Sometimes we are tempted to give a false impression of a situation we might be in to gain some leverage. Like a boy telling a girl how he has a mansion when indeed he still lives in a compound house or creating a Facebook profile with serious deviations from how you look like and who you are. Falsehood doesn’t only mean lying, it also means being partial and biased in judgement. As Christians, it is our responsibility to call something for what it truly is, even if it’s to our disadvantage.
Sometimes we do not realize how dangerous falsehood is.

  1. .       It creates expectations or impressions for things that do not exist.
  2. 2.       It clouds our other positive qualities we have been blessed with; since it breaks the trust of the people we lie to.
  3. 3.       It can cloud of even sway other people’s judgement concerning a particular issue. Imagine a court sentence depended on your truth as a key juror and you said otherwise which altered the judgement of your peers and the judge, leading to someone’s wrongful incarceration.

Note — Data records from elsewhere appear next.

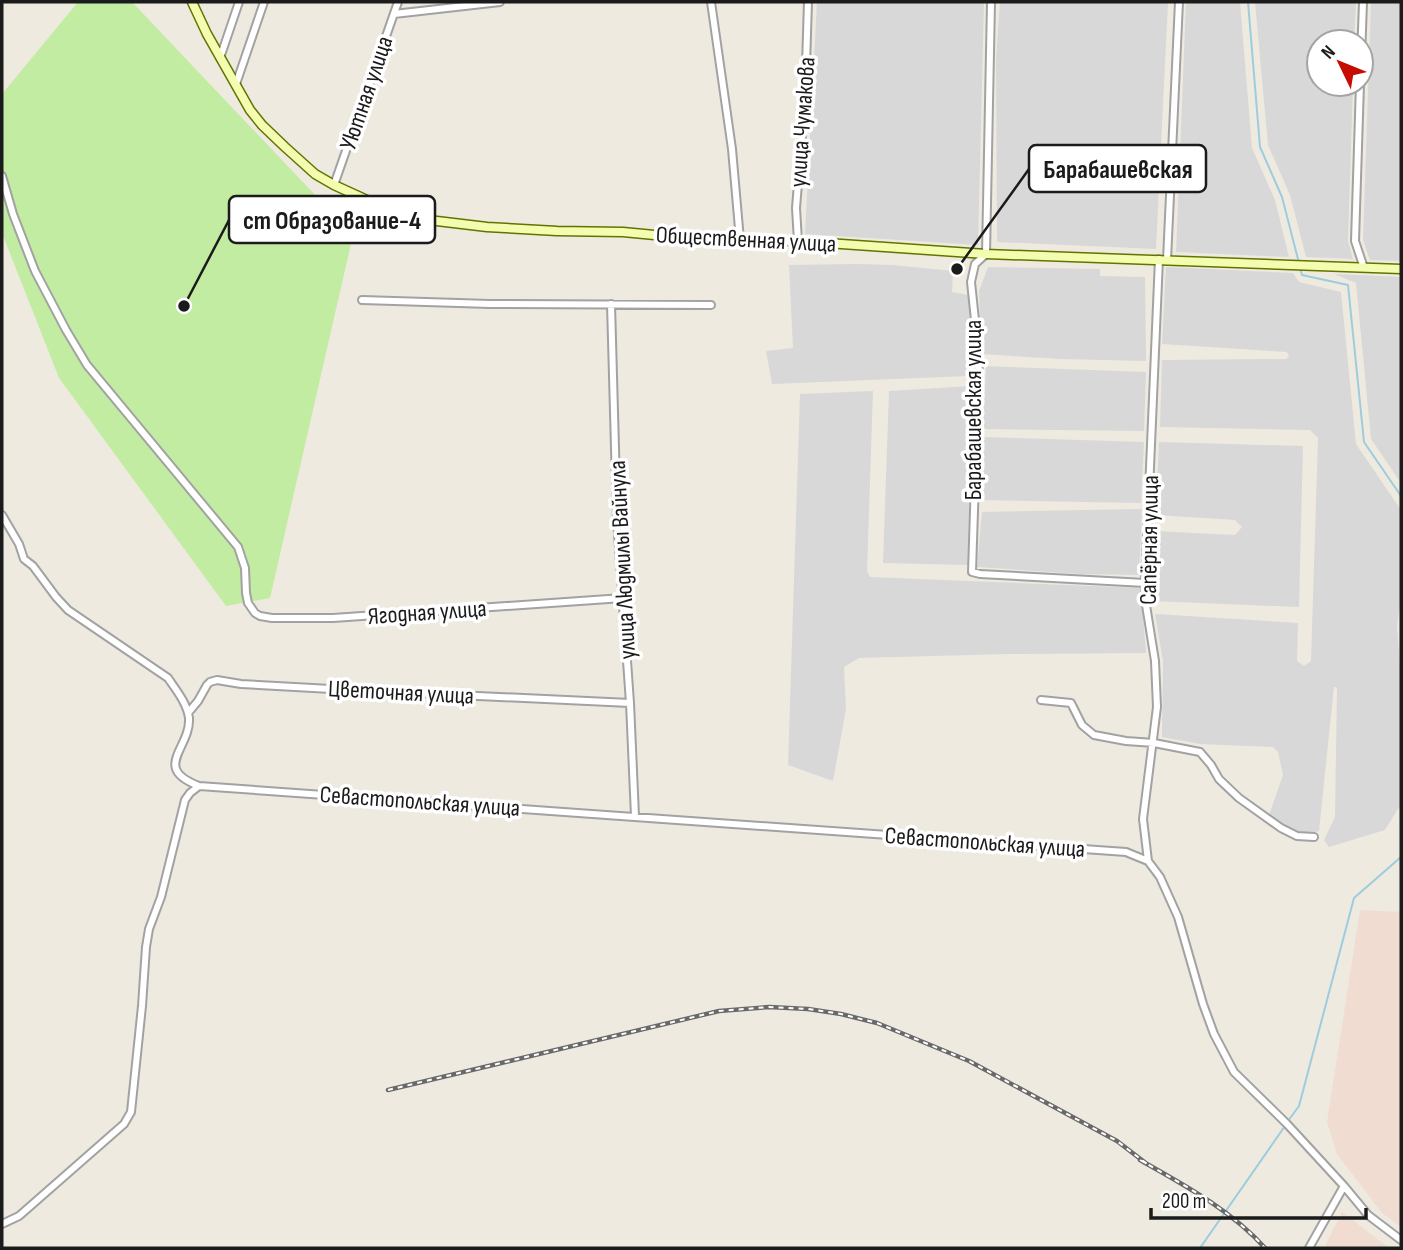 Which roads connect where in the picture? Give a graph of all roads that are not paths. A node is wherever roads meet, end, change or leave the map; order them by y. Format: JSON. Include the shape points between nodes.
{"nodes":[{"id":1,"x":192,"y":2,"type":"edge"},
{"id":2,"x":239,"y":2,"type":"edge"},
{"id":3,"x":264,"y":2,"type":"edge"},
{"id":4,"x":398,"y":2,"type":"edge"},
{"id":5,"x":500,"y":2,"type":"edge"},
{"id":6,"x":712,"y":2,"type":"edge"},
{"id":7,"x":808,"y":2,"type":"edge"},
{"id":8,"x":991,"y":2,"type":"edge"},
{"id":9,"x":1178,"y":2,"type":"edge"},
{"id":10,"x":1363,"y":2,"type":"edge"},
{"id":11,"x":394,"y":13,"type":"junction"},
{"id":12,"x":1362,"y":28,"type":"edge"},
{"id":13,"x":220,"y":58,"type":"junction"},
{"id":14,"x":236,"y":84,"type":"junction"},
{"id":15,"x":1360,"y":98,"type":"edge"},
{"id":16,"x":2,"y":176,"type":"edge"},
{"id":17,"x":334,"y":185,"type":"junction"},
{"id":18,"x":740,"y":240,"type":"junction"},
{"id":19,"x":798,"y":242,"type":"junction"},
{"id":20,"x":986,"y":254,"type":"junction"},
{"id":21,"x":1163,"y":260,"type":"junction"},
{"id":22,"x":1364,"y":268,"type":"junction"},
{"id":23,"x":1401,"y":269,"type":"edge"},
{"id":24,"x":362,"y":300,"type":"dead end"},
{"id":25,"x":611,"y":304,"type":"junction"},
{"id":26,"x":711,"y":305,"type":"dead end"},
{"id":27,"x":2,"y":516,"type":"edge"},
{"id":28,"x":1145,"y":583,"type":"junction"},
{"id":29,"x":622,"y":598,"type":"junction"},
{"id":30,"x":1041,"y":700,"type":"dead end"},
{"id":31,"x":630,"y":703,"type":"junction"},
{"id":32,"x":188,"y":713,"type":"junction"},
{"id":33,"x":1154,"y":743,"type":"junction"},
{"id":34,"x":199,"y":786,"type":"junction"},
{"id":35,"x":635,"y":816,"type":"junction"},
{"id":36,"x":1314,"y":837,"type":"dead end"},
{"id":37,"x":1148,"y":861,"type":"junction"},
{"id":38,"x":1344,"y":1186,"type":"junction"},
{"id":39,"x":2,"y":1224,"type":"edge"},
{"id":40,"x":1401,"y":1240,"type":"edge"},
{"id":41,"x":1309,"y":1248,"type":"edge"}],
"edges":[{"from":1,"to":13,"type":"main road","name":"Общественная улица"},
{"from":2,"to":13,"type":"street"},
{"from":3,"to":14,"type":"street"},
{"from":4,"to":11,"type":"street","name":"Уютная улица"},
{"from":5,"to":11,"type":"street"},
{"from":6,"to":18,"type":"street"},
{"from":7,"to":19,"type":"street","name":"улица Чумакова"},
{"from":8,"to":20,"type":"street","name":"Барабашевская улица"},
{"from":9,"to":21,"type":"street","name":"Сапёрная улица"},
{"from":10,"to":12,"type":"street"},
{"from":11,"to":17,"type":"street","name":"Уютная улица"},
{"from":13,"to":14,"type":"main road","name":"Общественная улица"},
{"from":14,"to":17,"type":"main road","name":"Общественная улица","via":[[262,125],[315,174]]},
{"from":15,"to":22,"type":"street","via":[[1355,241]]},
{"from":16,"to":29,"type":"street","name":"Ягодная улица","via":[[28,256],[66,330],[109,394],[238,547],[246,593],[251,608],[260,616],[357,616]]},
{"from":17,"to":18,"type":"main road","name":"Общественная улица","via":[[420,219]]},
{"from":18,"to":19,"type":"main road","name":"Общественная улица"},
{"from":19,"to":20,"type":"main road","name":"Общественная улица"},
{"from":20,"to":21,"type":"main road","name":"Общественная улица"},
{"from":20,"to":28,"type":"street","name":"Барабашевская улица","via":[[975,264],[971,282],[979,358],[972,572]]},
{"from":21,"to":22,"type":"main road","name":"Общественная улица"},
{"from":21,"to":28,"type":"street","name":"Сапёрная улица"},
{"from":22,"to":23,"type":"main road","name":"Общественная улица"},
{"from":24,"to":25,"type":"street"},
{"from":25,"to":26,"type":"street"},
{"from":25,"to":29,"type":"street","name":"улица Людмилы Вайнула"},
{"from":27,"to":32,"type":"street","via":[[24,559],[55,597],[159,670]]},
{"from":28,"to":33,"type":"street","name":"Сапёрная улица","via":[[1156,661]]},
{"from":29,"to":31,"type":"street","name":"улица Людмилы Вайнула"},
{"from":30,"to":33,"type":"street","via":[[1071,703],[1082,725],[1094,735]]},
{"from":31,"to":32,"type":"street","name":"Цветочная улица","via":[[217,681],[207,685]]},
{"from":31,"to":35,"type":"street","name":"улица Людмилы Вайнула"},
{"from":32,"to":34,"type":"street","via":[[176,769],[182,779]]},
{"from":33,"to":36,"type":"street","via":[[1200,752],[1239,798],[1297,836]]},
{"from":33,"to":37,"type":"street","name":"Сапёрная улица","via":[[1143,819]]},
{"from":34,"to":35,"type":"street","name":"Севастопольская улица"},
{"from":34,"to":39,"type":"street","via":[[186,800],[149,929],[131,1112],[124,1124],[19,1216]]},
{"from":35,"to":37,"type":"street","name":"Севастопольская улица","via":[[1126,852]]},
{"from":37,"to":38,"type":"street","via":[[1178,917],[1203,1004],[1234,1072]]},
{"from":38,"to":40,"type":"street","via":[[1368,1215]]},
{"from":38,"to":41,"type":"street"}]}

  4. 4.       It blocks opportunities to inspire and contribute positively to the person’s life to God’s glory.
  5. 5.       Since we are children of God, it could give a false representation of His children to principled nonbeliever or even somebody who is new to the walk in faith.  They could fail to see the difference between a reformed Christian and someone who is in the world.
  6. 6.       Although we are all human and we are prone to sin, falsehood arises from the need to cover up imperfections. Sometimes we as Christians kind of create the illusion of perfection when in actual fact, even the Bible shows us how we fall short of righteousness. Yes it is good to call out evil when we see it, but partiality sets in when we stop seeing the person as a human liable to flaw and as the sin he/she may have committed instead of helping him/her find their way because Lord knows we are not perfect ourselves.
  7. 7.       We risk God’s displeasure. God will not be pleased with our partiality. It’s even an abomination and every abomination has serious implications.







Every time you might be tempted to bend the truth or your judgment for your own good, please be reminded of what you stand to lose, since these things listed are only a few consequences of partiality and you do not want to find out the hard way.
It is our prayer that God grants us discernment to choose our words carefully and truthfully. We pray for mercy for all the times we may have not told the truth and strength to stand by what is true a just for His glory, in Jesus name we pray. Amen.